# [Extracted records]
---+---

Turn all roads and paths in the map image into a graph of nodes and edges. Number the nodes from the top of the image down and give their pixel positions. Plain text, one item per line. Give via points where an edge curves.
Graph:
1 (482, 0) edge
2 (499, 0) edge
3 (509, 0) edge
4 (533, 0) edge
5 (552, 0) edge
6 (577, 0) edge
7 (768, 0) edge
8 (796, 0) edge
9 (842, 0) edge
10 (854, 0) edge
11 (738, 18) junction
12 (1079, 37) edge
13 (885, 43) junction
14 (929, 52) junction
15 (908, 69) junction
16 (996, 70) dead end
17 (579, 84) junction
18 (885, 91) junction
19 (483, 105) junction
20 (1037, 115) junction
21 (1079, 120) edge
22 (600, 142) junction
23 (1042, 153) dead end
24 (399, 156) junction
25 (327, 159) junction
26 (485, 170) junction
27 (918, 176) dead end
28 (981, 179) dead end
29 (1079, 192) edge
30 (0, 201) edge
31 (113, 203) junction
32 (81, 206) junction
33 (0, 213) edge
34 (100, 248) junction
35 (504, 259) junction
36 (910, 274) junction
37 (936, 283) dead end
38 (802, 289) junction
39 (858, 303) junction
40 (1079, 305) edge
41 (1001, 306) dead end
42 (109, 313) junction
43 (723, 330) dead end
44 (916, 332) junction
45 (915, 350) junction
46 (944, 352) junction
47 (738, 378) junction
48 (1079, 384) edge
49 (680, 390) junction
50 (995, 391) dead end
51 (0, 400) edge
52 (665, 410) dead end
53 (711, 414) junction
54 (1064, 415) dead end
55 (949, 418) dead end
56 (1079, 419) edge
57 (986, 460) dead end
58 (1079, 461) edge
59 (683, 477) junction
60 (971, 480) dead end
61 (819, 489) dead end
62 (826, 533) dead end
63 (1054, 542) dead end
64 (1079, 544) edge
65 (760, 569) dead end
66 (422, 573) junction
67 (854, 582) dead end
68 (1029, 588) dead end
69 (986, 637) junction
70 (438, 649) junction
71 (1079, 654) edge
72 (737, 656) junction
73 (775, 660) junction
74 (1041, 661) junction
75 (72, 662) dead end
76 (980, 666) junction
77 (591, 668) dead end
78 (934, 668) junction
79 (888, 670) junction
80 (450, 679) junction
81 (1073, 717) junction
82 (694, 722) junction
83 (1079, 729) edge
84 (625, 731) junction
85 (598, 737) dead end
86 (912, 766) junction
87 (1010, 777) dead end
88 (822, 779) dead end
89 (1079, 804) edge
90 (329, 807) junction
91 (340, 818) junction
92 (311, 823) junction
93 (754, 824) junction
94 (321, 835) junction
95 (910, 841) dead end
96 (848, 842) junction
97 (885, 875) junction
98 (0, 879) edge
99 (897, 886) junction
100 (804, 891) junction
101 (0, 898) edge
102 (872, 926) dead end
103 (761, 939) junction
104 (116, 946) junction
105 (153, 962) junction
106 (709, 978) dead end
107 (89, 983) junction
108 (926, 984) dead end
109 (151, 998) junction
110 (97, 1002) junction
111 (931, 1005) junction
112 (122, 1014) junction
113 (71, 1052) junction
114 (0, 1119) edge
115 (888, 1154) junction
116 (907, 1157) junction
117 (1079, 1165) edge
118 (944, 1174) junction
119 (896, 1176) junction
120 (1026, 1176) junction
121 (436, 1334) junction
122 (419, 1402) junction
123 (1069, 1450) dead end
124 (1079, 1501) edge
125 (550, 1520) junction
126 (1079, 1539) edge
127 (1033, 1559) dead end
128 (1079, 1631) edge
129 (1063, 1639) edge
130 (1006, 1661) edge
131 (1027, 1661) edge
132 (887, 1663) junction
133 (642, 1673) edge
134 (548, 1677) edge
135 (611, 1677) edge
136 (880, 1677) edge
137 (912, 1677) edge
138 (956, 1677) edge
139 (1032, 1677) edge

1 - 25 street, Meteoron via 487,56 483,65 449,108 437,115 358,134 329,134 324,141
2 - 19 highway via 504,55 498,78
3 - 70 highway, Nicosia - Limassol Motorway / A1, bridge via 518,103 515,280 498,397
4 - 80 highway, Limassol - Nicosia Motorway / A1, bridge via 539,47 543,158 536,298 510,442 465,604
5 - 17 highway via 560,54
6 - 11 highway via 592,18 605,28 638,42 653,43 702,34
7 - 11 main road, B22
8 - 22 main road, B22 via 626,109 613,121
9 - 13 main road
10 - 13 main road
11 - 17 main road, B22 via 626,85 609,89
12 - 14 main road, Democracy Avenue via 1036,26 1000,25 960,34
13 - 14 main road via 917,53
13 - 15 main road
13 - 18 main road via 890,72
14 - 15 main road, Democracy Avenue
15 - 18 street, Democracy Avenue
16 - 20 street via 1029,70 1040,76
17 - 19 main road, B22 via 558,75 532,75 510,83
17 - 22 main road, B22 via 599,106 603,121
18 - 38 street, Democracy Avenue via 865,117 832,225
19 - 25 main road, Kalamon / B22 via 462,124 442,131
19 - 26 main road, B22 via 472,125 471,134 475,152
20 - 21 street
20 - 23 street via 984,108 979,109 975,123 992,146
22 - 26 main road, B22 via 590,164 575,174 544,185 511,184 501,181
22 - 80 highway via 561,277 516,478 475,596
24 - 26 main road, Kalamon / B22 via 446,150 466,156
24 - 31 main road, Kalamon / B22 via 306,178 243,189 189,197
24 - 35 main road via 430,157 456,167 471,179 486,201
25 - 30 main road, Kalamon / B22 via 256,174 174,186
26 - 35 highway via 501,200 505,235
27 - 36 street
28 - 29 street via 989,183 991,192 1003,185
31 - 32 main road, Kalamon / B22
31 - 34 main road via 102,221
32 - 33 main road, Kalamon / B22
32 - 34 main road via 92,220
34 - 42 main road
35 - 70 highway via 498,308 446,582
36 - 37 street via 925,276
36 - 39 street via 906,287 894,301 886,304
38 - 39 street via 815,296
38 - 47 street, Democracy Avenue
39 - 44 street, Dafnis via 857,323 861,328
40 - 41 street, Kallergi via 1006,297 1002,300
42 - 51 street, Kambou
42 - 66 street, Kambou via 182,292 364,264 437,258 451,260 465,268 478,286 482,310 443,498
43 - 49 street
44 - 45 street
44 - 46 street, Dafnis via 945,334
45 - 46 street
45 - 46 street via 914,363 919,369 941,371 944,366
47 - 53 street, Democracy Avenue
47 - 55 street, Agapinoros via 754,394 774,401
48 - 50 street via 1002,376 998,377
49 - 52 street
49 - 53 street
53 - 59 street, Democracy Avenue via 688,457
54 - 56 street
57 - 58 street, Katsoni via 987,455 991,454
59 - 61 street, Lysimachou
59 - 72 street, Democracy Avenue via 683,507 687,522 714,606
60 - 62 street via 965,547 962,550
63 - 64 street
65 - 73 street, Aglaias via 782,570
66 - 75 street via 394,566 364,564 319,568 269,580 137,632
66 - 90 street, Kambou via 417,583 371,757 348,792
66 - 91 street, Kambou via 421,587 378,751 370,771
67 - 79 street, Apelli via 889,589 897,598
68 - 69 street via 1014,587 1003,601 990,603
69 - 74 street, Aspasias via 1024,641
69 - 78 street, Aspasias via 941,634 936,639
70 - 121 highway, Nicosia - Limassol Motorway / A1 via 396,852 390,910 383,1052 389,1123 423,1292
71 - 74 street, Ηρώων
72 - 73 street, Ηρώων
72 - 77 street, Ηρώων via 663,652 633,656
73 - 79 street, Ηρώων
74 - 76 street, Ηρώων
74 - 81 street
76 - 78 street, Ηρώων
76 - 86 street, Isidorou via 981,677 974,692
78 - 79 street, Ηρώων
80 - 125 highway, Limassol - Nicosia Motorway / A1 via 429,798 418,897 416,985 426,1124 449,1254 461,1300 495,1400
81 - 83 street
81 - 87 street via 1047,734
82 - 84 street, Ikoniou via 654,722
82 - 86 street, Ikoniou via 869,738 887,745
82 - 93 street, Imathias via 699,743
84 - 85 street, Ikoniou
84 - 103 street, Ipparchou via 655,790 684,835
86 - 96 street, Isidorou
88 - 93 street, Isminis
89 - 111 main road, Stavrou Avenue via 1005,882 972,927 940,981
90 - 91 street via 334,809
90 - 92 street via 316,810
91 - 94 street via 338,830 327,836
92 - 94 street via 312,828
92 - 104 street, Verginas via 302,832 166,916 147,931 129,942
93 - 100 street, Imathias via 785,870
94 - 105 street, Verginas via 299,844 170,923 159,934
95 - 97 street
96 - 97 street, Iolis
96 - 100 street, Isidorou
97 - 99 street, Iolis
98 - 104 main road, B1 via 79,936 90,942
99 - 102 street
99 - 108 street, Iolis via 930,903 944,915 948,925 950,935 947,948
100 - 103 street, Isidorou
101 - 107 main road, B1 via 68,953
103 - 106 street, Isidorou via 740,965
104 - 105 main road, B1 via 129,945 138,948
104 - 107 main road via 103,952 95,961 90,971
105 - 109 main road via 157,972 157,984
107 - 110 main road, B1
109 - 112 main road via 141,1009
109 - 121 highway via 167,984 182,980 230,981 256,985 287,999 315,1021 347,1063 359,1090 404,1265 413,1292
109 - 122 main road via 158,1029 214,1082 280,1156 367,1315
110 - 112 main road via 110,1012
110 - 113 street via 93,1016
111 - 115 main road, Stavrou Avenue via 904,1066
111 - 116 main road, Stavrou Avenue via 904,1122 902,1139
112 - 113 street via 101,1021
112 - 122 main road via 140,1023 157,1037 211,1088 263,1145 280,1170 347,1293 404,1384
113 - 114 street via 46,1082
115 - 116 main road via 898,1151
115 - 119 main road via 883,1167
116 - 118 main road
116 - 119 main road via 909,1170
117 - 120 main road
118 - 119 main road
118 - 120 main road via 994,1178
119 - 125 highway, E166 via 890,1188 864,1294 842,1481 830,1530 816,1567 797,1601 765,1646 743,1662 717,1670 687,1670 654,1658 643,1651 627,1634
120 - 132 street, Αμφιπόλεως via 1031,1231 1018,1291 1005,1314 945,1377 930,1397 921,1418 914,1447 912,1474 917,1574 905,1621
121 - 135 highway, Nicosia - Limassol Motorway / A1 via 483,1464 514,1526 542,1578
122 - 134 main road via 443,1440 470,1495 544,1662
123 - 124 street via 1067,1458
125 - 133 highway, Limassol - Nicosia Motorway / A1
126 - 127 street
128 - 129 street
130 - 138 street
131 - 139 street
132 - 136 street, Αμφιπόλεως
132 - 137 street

---+---

# [Action item]
Scan the data above for the word "Isidorou" and report every line where it is found.

# [Finished exercise]
76 - 86 street, Isidorou via 981,677 974,692
86 - 96 street, Isidorou
96 - 100 street, Isidorou
100 - 103 street, Isidorou
103 - 106 street, Isidorou via 740,965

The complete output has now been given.